> _Your assignment_: In the records below, some lines contain the word "CLOCKMILL". Copy each of them.

::::::::::

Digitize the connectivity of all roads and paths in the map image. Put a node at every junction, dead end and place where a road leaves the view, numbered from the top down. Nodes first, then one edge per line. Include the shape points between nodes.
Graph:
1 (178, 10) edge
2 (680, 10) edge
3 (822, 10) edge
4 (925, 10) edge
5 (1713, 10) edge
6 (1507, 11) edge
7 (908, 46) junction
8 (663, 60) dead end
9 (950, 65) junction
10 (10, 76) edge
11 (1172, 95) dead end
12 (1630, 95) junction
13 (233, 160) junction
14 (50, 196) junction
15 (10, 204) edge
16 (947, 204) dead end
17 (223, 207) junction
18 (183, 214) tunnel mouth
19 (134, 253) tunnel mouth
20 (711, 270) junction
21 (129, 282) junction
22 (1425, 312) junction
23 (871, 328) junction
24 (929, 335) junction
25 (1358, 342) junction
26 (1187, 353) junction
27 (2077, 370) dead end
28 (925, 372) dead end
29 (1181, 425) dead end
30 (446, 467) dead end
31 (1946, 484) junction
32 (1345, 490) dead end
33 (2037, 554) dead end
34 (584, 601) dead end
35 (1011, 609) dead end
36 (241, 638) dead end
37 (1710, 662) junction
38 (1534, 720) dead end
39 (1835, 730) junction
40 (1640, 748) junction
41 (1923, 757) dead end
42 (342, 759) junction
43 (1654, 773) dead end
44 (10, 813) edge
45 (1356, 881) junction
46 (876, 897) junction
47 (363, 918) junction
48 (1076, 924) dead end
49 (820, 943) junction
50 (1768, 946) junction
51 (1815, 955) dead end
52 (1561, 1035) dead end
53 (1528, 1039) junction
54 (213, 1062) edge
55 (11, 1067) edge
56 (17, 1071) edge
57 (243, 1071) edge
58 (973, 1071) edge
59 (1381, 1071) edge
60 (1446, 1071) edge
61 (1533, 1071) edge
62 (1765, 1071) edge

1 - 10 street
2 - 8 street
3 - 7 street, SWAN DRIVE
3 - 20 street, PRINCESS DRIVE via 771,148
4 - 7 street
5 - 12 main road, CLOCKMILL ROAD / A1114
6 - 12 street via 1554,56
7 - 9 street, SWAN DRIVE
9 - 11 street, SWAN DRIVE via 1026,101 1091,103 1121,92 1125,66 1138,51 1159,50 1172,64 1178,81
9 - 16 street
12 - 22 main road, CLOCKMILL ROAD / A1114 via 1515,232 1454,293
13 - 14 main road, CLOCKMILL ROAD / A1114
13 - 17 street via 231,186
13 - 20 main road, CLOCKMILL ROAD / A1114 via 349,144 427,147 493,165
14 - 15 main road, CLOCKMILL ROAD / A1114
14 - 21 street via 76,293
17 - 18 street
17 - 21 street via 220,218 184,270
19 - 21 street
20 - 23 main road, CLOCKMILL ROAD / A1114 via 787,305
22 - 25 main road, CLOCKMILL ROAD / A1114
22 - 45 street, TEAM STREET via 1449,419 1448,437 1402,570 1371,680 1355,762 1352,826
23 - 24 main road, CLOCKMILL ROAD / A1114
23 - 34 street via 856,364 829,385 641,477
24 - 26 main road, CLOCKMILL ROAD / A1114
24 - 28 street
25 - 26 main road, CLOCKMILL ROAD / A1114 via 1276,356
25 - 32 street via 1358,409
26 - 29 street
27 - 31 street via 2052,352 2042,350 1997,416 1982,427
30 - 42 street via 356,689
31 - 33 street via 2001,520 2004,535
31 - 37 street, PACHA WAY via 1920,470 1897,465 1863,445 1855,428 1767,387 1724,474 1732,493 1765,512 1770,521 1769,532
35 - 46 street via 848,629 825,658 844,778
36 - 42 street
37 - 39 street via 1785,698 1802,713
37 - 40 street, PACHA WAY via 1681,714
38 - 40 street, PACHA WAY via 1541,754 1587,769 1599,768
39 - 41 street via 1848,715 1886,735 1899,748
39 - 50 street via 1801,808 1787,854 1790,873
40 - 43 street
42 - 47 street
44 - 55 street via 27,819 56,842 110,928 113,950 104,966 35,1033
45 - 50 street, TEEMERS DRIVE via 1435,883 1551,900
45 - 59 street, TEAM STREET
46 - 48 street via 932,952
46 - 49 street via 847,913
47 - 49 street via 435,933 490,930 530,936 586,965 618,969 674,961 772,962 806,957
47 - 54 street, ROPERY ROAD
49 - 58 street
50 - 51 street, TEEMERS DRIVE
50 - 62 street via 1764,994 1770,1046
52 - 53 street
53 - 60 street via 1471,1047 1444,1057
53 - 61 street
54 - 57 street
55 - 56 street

::::::::::

> _Completed exercise_:
5 - 12 main road, CLOCKMILL ROAD / A1114
12 - 22 main road, CLOCKMILL ROAD / A1114 via 1515,232 1454,293
13 - 14 main road, CLOCKMILL ROAD / A1114
13 - 20 main road, CLOCKMILL ROAD / A1114 via 349,144 427,147 493,165
14 - 15 main road, CLOCKMILL ROAD / A1114
20 - 23 main road, CLOCKMILL ROAD / A1114 via 787,305
22 - 25 main road, CLOCKMILL ROAD / A1114
23 - 24 main road, CLOCKMILL ROAD / A1114
24 - 26 main road, CLOCKMILL ROAD / A1114
25 - 26 main road, CLOCKMILL ROAD / A1114 via 1276,356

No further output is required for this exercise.